A soja está cozinhando em fogo alto uma safra recorde de más notícias para a ministra Marina Silva. Dá para apostar que 2004 fechará com 30 mil quilômetros quadrados de desmatamento. São 7 mil a mais do que a média já insensata que o país vinha mantendo desde a virada do milênio. E um salto de cinco mil quilômetros quadrados sobre o índice escabroso de 1995, que até agora marcou na região o maior estrago de todos os tempos.
Quem avisa é o Modis, o conjunto de sensores orbitais que passou este ano a alimentar para o INPE o Sistema de Detecção de Desmatamento, um banco de informações em tempo real que o governo, com seu talento para compor siglas otimistas, chama de Deter.

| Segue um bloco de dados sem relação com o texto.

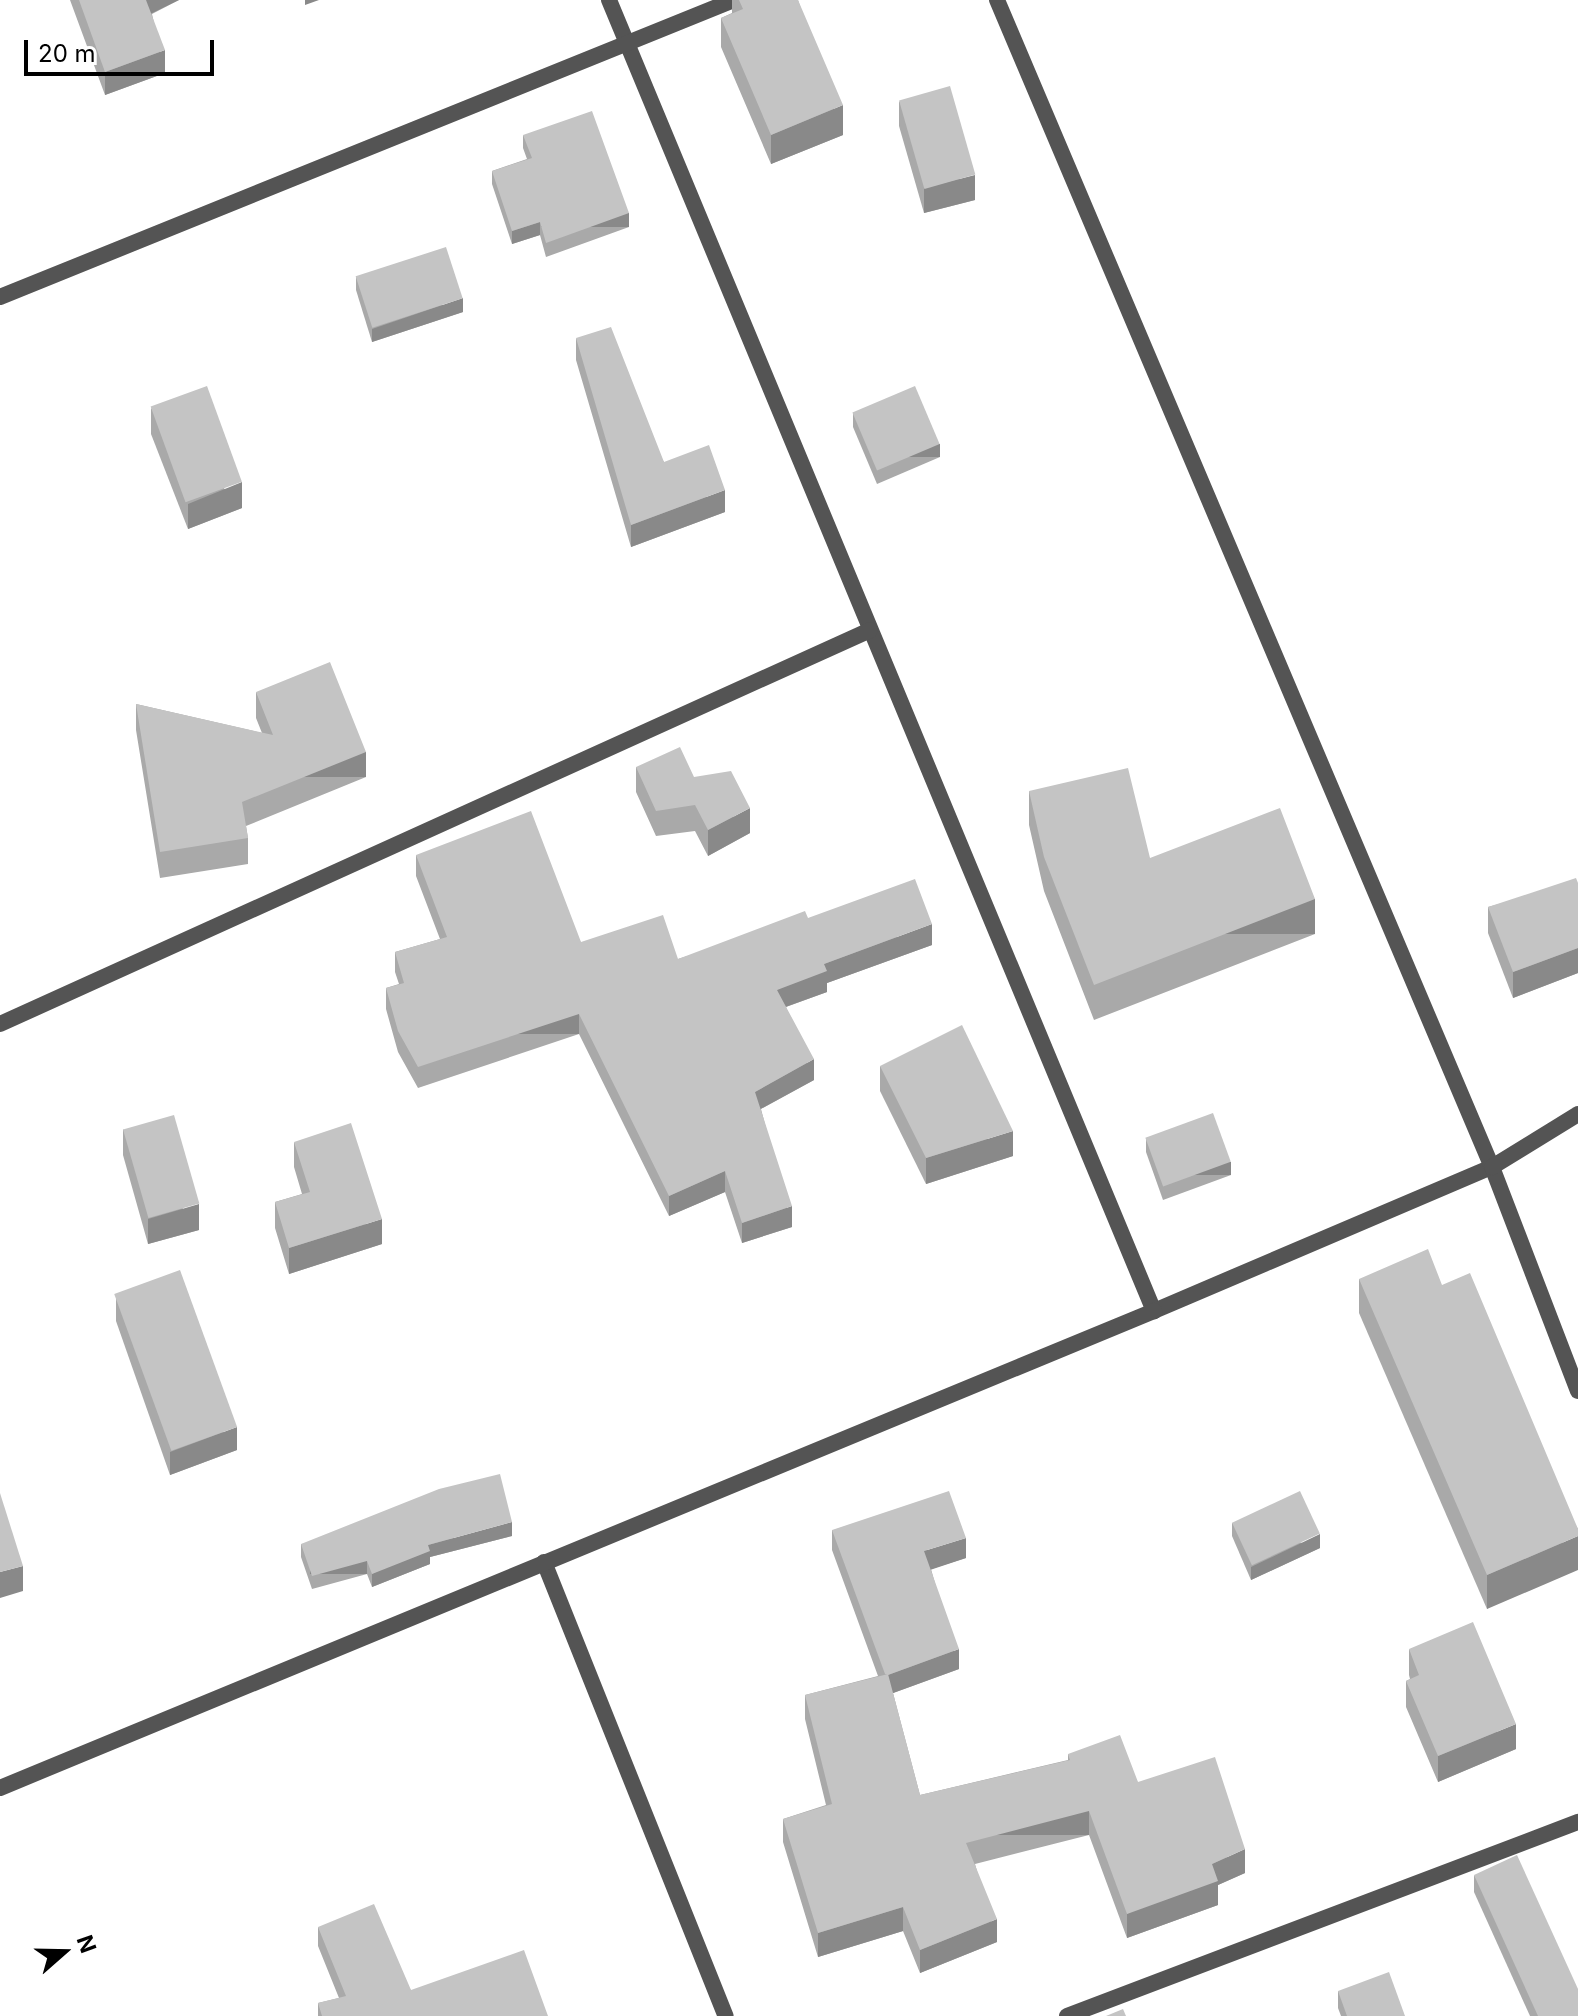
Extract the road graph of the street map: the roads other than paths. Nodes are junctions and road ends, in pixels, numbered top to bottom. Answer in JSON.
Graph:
{"nodes":[{"id":1,"x":609,"y":0,"type":"edge"},
{"id":2,"x":734,"y":0,"type":"edge"},
{"id":3,"x":997,"y":0,"type":"edge"},
{"id":4,"x":626,"y":44,"type":"junction"},
{"id":5,"x":0,"y":297,"type":"edge"},
{"id":6,"x":870,"y":630,"type":"junction"},
{"id":7,"x":0,"y":1024,"type":"edge"},
{"id":8,"x":1578,"y":1114,"type":"edge"},
{"id":9,"x":1492,"y":1167,"type":"junction"},
{"id":10,"x":1154,"y":1311,"type":"junction"},
{"id":11,"x":1578,"y":1391,"type":"edge"},
{"id":12,"x":544,"y":1562,"type":"junction"},
{"id":13,"x":0,"y":1788,"type":"edge"},
{"id":14,"x":1578,"y":1822,"type":"edge"},
{"id":15,"x":726,"y":2016,"type":"edge"},
{"id":16,"x":1067,"y":2016,"type":"edge"}],
"edges":[{"from":1,"to":4,"type":"street"},
{"from":2,"to":4,"type":"street"},
{"from":3,"to":9,"type":"street"},
{"from":4,"to":5,"type":"street"},
{"from":4,"to":6,"type":"street"},
{"from":6,"to":7,"type":"street"},
{"from":6,"to":10,"type":"street"},
{"from":8,"to":9,"type":"street"},
{"from":9,"to":10,"type":"street"},
{"from":9,"to":11,"type":"street"},
{"from":10,"to":12,"type":"street"},
{"from":12,"to":13,"type":"street"},
{"from":12,"to":15,"type":"street"},
{"from":14,"to":16,"type":"street"}]}
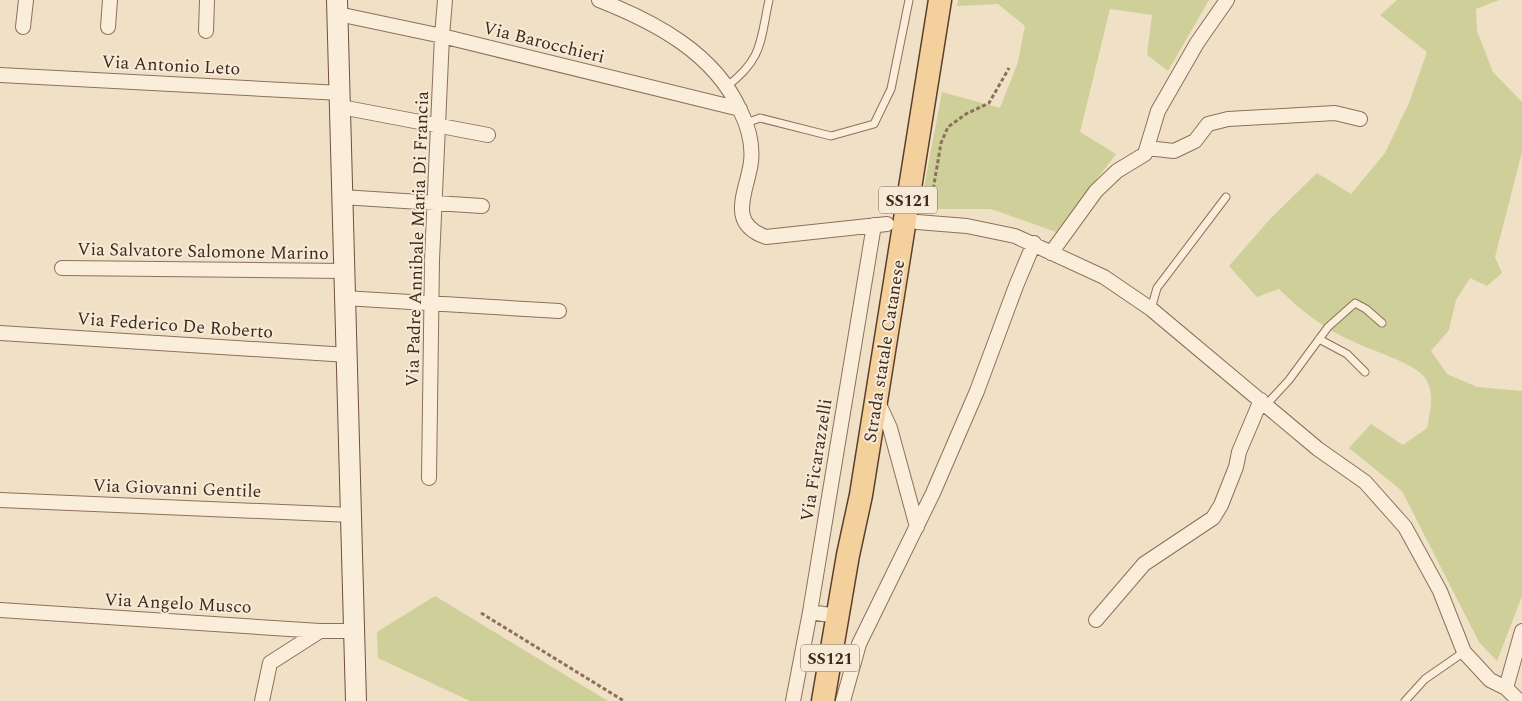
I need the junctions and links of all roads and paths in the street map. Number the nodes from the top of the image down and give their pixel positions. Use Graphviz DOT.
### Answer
graph roads {
  1 [pos="26,0"];
  2 [pos="110,0"];
  3 [pos="207,0"];
  4 [pos="446,0"];
  5 [pos="599,0"];
  6 [pos="620,0"];
  7 [pos="769,0"];
  8 [pos="909,0"];
  9 [pos="940,0"];
  10 [pos="1227,0"];
  11 [pos="338,7"];
  12 [pos="629,12"];
  13 [pos="23,27"];
  14 [pos="108,27"];
  15 [pos="206,31"];
  16 [pos="442,36"];
  17 [pos="1009,68"];
  18 [pos="0,75"];
  19 [pos="726,87"];
  20 [pos="341,100"];
  21 [pos="740,109"];
  22 [pos="1360,119"];
  23 [pos="746,123"];
  24 [pos="438,124"];
  25 [pos="488,135"];
  26 [pos="1147,148"];
  27 [pos="342,197"];
  28 [pos="1226,197"];
  29 [pos="434,202"];
  30 [pos="482,206"];
  31 [pos="922,222"];
  32 [pos="1034,243"];
  33 [pos="1051,253"];
  34 [pos="62,268"];
  35 [pos="344,271"];
  36 [pos="344,298"];
  37 [pos="433,304"];
  38 [pos="1151,309"];
  39 [pos="559,311"];
  40 [pos="1382,323"];
  41 [pos="0,332"];
  42 [pos="1319,339"];
  43 [pos="348,355"];
  44 [pos="1365,372"];
  45 [pos="876,400"];
  46 [pos="1264,403"];
  47 [pos="429,478"];
  48 [pos="0,500"];
  49 [pos="352,515"];
  50 [pos="917,528"];
  51 [pos="0,610"];
  52 [pos="810,612"];
  53 [pos="481,613"];
  54 [pos="837,616"];
  55 [pos="1096,620"];
  56 [pos="320,630"];
  57 [pos="355,630"];
  58 [pos="1522,631"];
  59 [pos="1464,652"];
  60 [pos="1506,688"];
  61 [pos="262,701"];
  62 [pos="356,701"];
  63 [pos="624,701"];
  64 [pos="793,701"];
  65 [pos="824,701"];
  66 [pos="842,701"];
  67 [pos="1405,701"];
  68 [pos="1519,701"];
  1 -- 13 [label="street"];
  2 -- 14 [label="street"];
  3 -- 15 [label="street"];
  4 -- 16 [label="street, Via Padre Annibale Maria Di Francia"];
  5 -- 12 [label="street"];
  6 -- 12 [label="street"];
  7 -- 19 [label="lane"];
  8 -- 23 [label="lane"];
  9 -- 45 [label="main road, Strada statale Catanese / SS121"];
  10 -- 26 [label="street"];
  11 -- 16 [label="street, Via Barocchieri"];
  11 -- 20 [label="main road"];
  12 -- 19 [label="street"];
  16 -- 21 [label="street, Via Barocchieri"];
  16 -- 24 [label="street, Via Padre Annibale Maria Di Francia"];
  17 -- 31 [label="path"];
  18 -- 20 [label="street, Via Antonio Leto"];
  19 -- 21 [label="street"];
  20 -- 24 [label="street, Via Antonio Leto"];
  20 -- 27 [label="main road"];
  21 -- 23 [label="street"];
  22 -- 26 [label="street"];
  23 -- 52 [label="street, Via Ficarazzelli"];
  24 -- 25 [label="street, Via Antonio Leto"];
  24 -- 29 [label="street, Via Padre Annibale Maria Di Francia"];
  26 -- 33 [label="street"];
  27 -- 29 [label="street"];
  27 -- 35 [label="main road"];
  28 -- 38 [label="lane"];
  29 -- 30 [label="street"];
  29 -- 37 [label="street, Via Padre Annibale Maria Di Francia"];
  31 -- 32 [label="street"];
  32 -- 33 [label="street"];
  32 -- 50 [label="street"];
  33 -- 38 [label="street"];
  34 -- 35 [label="street, Via Salvatore Salomone Marino"];
  35 -- 36 [label="main road"];
  36 -- 37 [label="street"];
  36 -- 43 [label="main road"];
  37 -- 39 [label="street"];
  37 -- 47 [label="street, Via Padre Annibale Maria Di Francia"];
  38 -- 46 [label="street"];
  40 -- 42 [label="lane"];
  41 -- 43 [label="street, Via Federico De Roberto"];
  42 -- 44 [label="lane"];
  42 -- 46 [label="lane"];
  43 -- 49 [label="main road"];
  45 -- 50 [label="street"];
  45 -- 54 [label="main road, Strada statale Catanese / SS121"];
  46 -- 55 [label="street"];
  46 -- 59 [label="street"];
  48 -- 49 [label="street, Via Giovanni Gentile"];
  49 -- 57 [label="main road"];
  50 -- 66 [label="street"];
  51 -- 56 [label="street, Via Angelo Musco"];
  52 -- 54 [label="street"];
  52 -- 64 [label="street, Via Ficarazzelli"];
  53 -- 63 [label="path"];
  54 -- 65 [label="main road, Strada statale Catanese / SS121"];
  56 -- 57 [label="street, Via Angelo Musco"];
  56 -- 61 [label="street"];
  57 -- 62 [label="main road"];
  58 -- 60 [label="street"];
  59 -- 60 [label="street"];
  59 -- 67 [label="lane"];
  60 -- 68 [label="street"];
}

O satélite deveria avisar lá de cima o Ibama aqui embaixo cada vez que flagrasse na Amazônia um sinal suspeito de incêndio ou desmatamento. Mas, na prática, o que ele conseguiu nesta primeira temporada foi fazer 2004 fechar mais cedo.
Os dados oficiais, tirados do Landsat, só entrarão nas estatísticas lá para abril do ano que vem. Mas os dados do Modis começaram a chegar em Brasília esta semana. No dia 1 de dezembro têm visita marcada na Casa Civil. E vão carregados de sombras agourentas. Eles mostram que o desflorestamento, além de ultrapassar todas as expectativas, está disparando logo onde dói mais no governo. Avançou muito no eixo da BR-163, que o Ministério do Meio Ambiente apelidou de “estrada verde”. Antes do asfalto e dos programas de desenvolvimento sustentável, os incêndios passaram a acelerar como nunca na Cuiabá-Santarém. Dois anos atrás, a rodovia mal entrava no mapa de áreas críticas para o ambientalismo brasileiro.
Outro embaraço vem da Terra do Meio, o coração das florestas ainda preservadas do Pará, onde o governo ensaiava há vários meses um programa de vigilância ambiental e regularização fundiária. Paradoxalmente, foi bem ali que os focos de calor se mulplicaram, salpicando a floresta com manchas vermelhas à primeira vista desconexas, cujo desenho só se torna compreensível para quem é capaz de ligar no mapa os pontos esparsos com a rede de estradas clandestinas que costuram por dentro a Terra do Meio.
Aí fica visível aonde essas clareiras pretendem chegar. Por enquanto, são queimadas esparsas no meio da selva, às vezes em terras indígenas. Do alto, não passam de roçados quase insignificantes, retalhos de trinta metros por trinta, perdidos na imensidão da floresta amazônica. Mas, de perto, quase sempre querem dizer que entre as árvores alguém começou a preparar, na seca de 2004, os incêndios de 2005. É assim que as grandes derrubadas começam.
A ministra do Meio Ambiente já sobreviveu a outras derrotas. Mas essa é na Amazônia, o terreno onde a ministra Maria Silva sempre pisou com mais segurança. Este ano, ela se preparou para mostrar tudo o que sabia sobre os problemas ambientais de sua terra. Montou em julho, antes da estiagem, uma operação contra o desmatamento orçada em 50 milhões de reais, para controlar o fogo com a ajuda de 20 helicópteros do Exército, navios da Marinha e 200 funcionários do Ibama, ajudados de longe pelos olheiros orbitais do INPE.
No chão, ela investiu pesado na parceria com assentamentos da reforma agrária, convocados a formar uma espécie de aceiro humano contra a política de terra arrasada dos grileiros. Publicou um manual da queimada “controlada”. Promoveu 274 cursos de queimada comunitária entre os assentados. Gastou cerca de 4 milhões de reais com 421 kits de fogo amigo, com óculos, luvas, capacete, cospe-chama e bomba d’água. Tudo em regime de urgência.
Arrancar dinheiro do ministro Antônio Palocci não é tarefa para qualquer um. Claro que não bancou a empreitada sozinha. Ele foi discutido por nada menos de 14 ministros e coordenado pelo chefe da Casa Civil, como manda o figurino do governo Lula. Mas foi a ministra quem sacou o trunfo irrefutável: não dá para falar indefinidamente em ocupação sustentável de uma floresta que estava perdendo um estado de Sergipe por ano. Esse tempo passou. A Amazônia acaba de perder uma Alagoas.